(PROVIDED ENTRIES Opens)

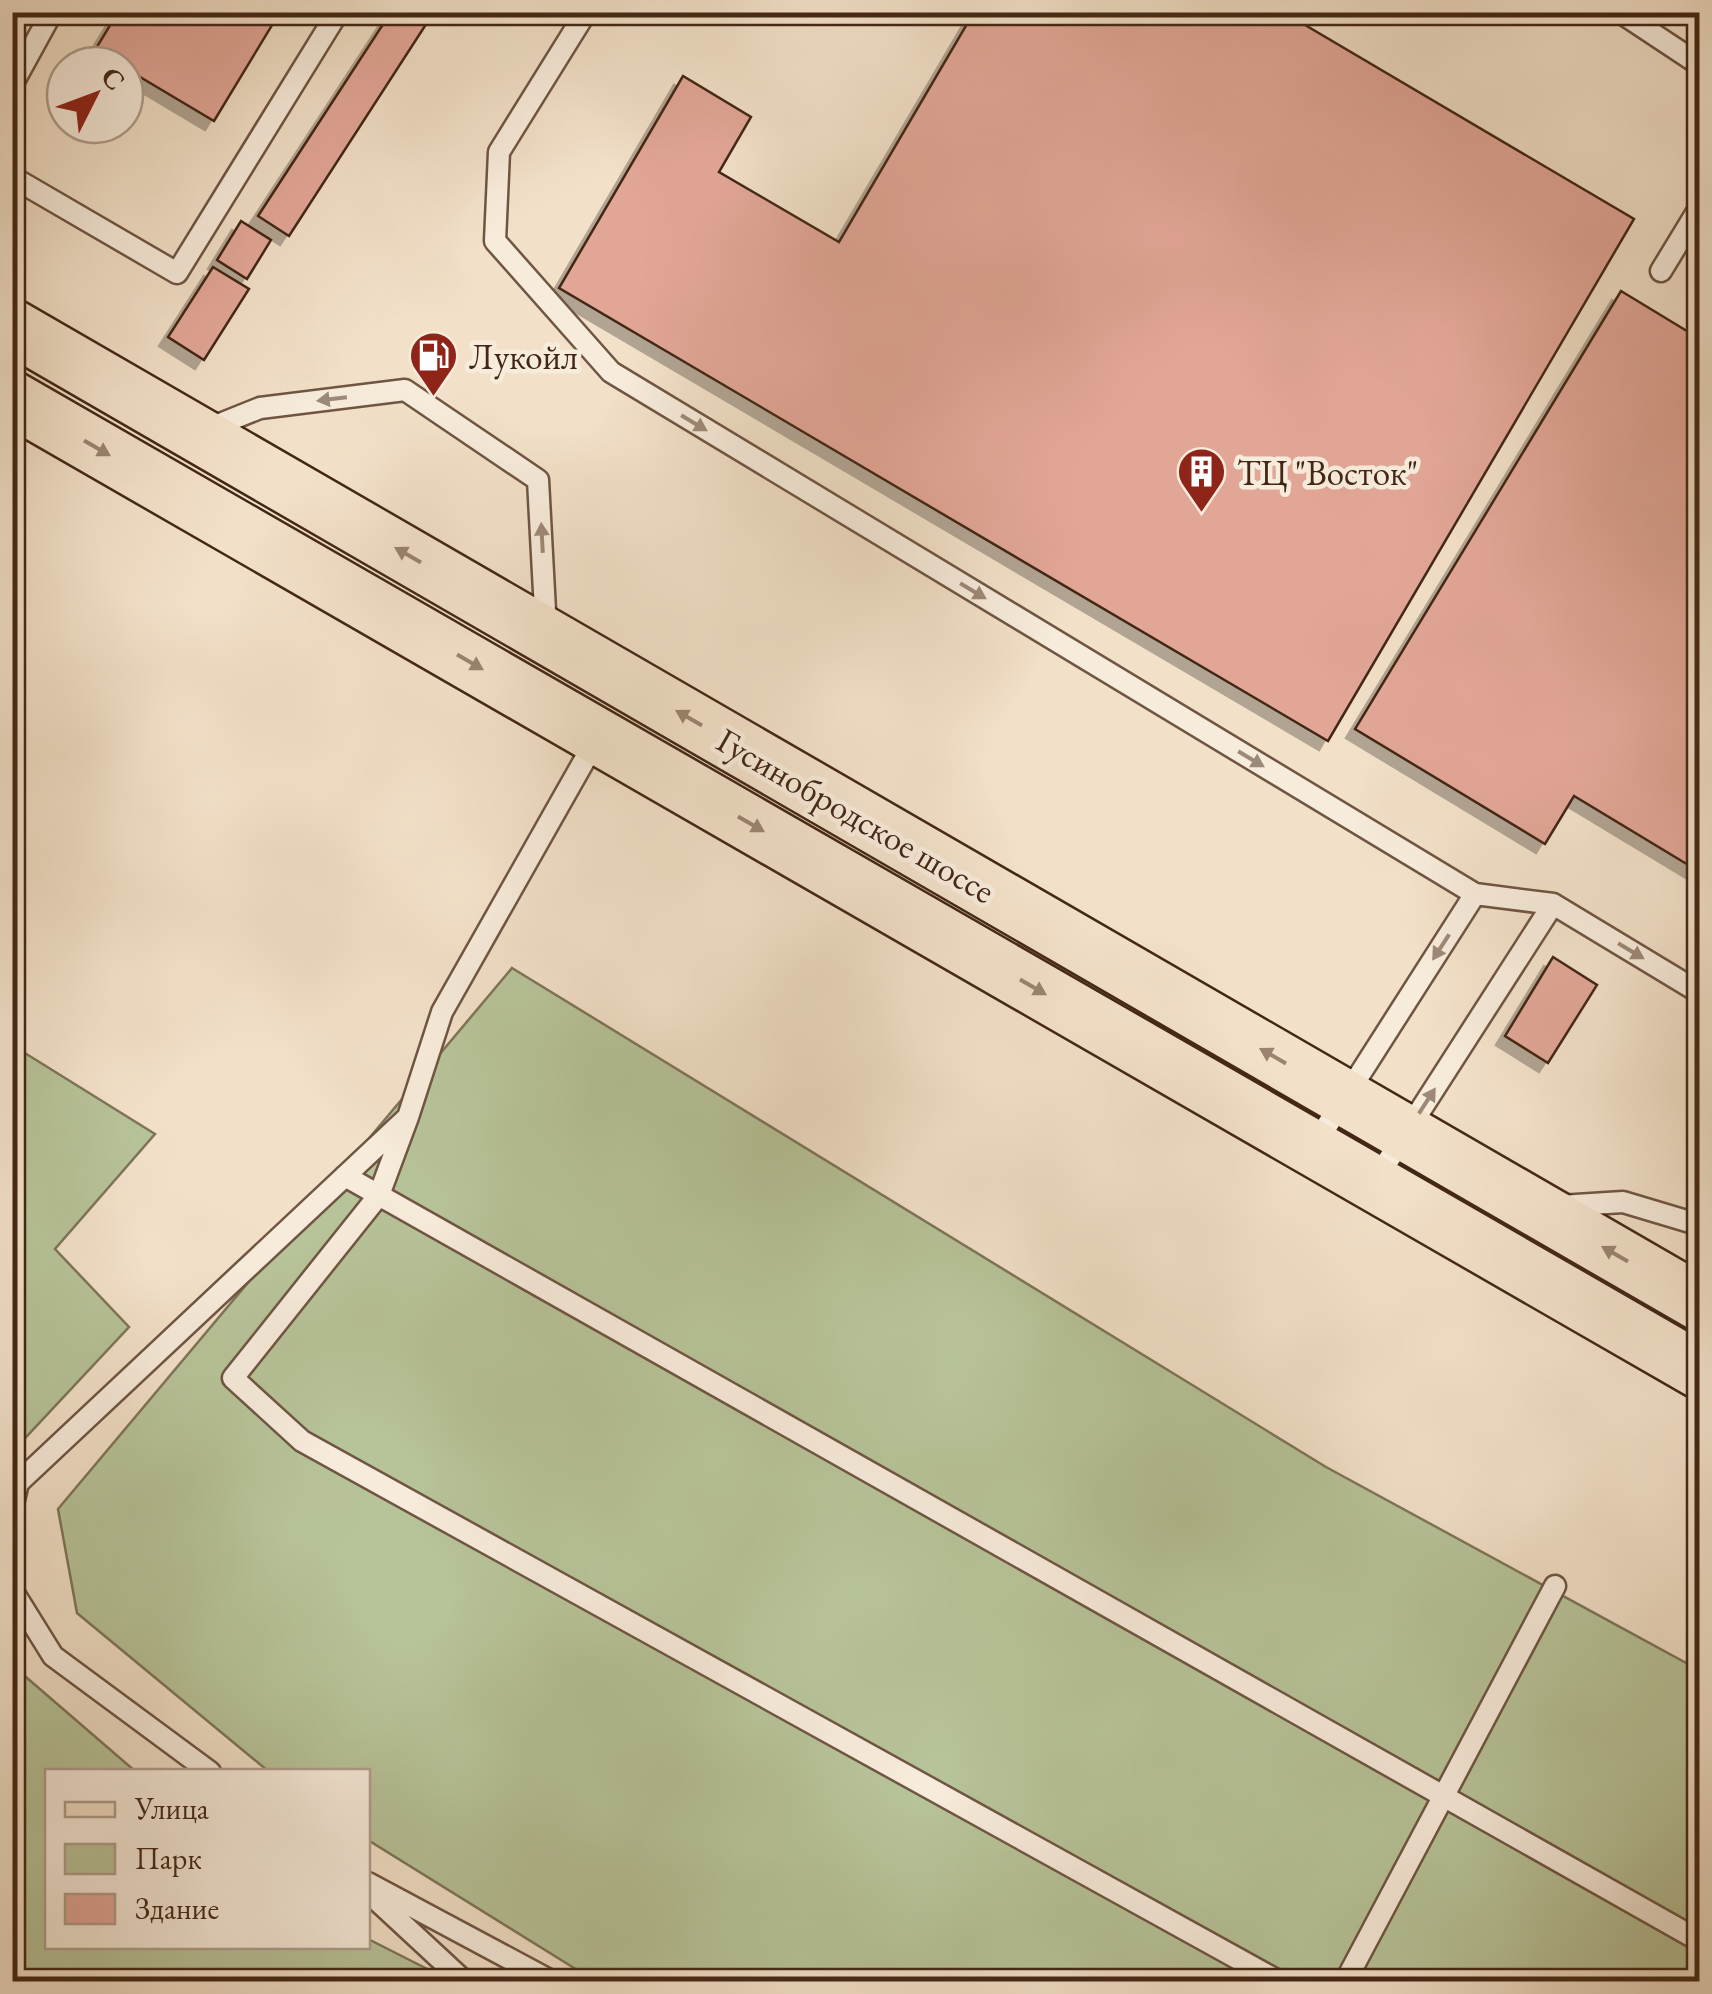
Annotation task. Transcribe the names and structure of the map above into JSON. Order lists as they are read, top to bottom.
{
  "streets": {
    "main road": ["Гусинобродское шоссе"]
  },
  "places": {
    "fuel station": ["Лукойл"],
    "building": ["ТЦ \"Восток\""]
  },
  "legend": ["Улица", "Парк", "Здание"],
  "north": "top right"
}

(PROVIDED ENTRIES Closes)

THE PROBLEM - A word-for-word restatement of all the lines above is needed, with the pictures omitted.

THE ANSWER -
Annotation task. Transcribe the names and structure of the map above into JSON. Order lists as they are read, top to bottom.
{
  "streets": {
    "main road": ["Гусинобродское шоссе"]
  },
  "places": {
    "fuel station": ["Лукойл"],
    "building": ["ТЦ \"Восток\""]
  },
  "legend": ["Улица", "Парк", "Здание"],
  "north": "top right"
}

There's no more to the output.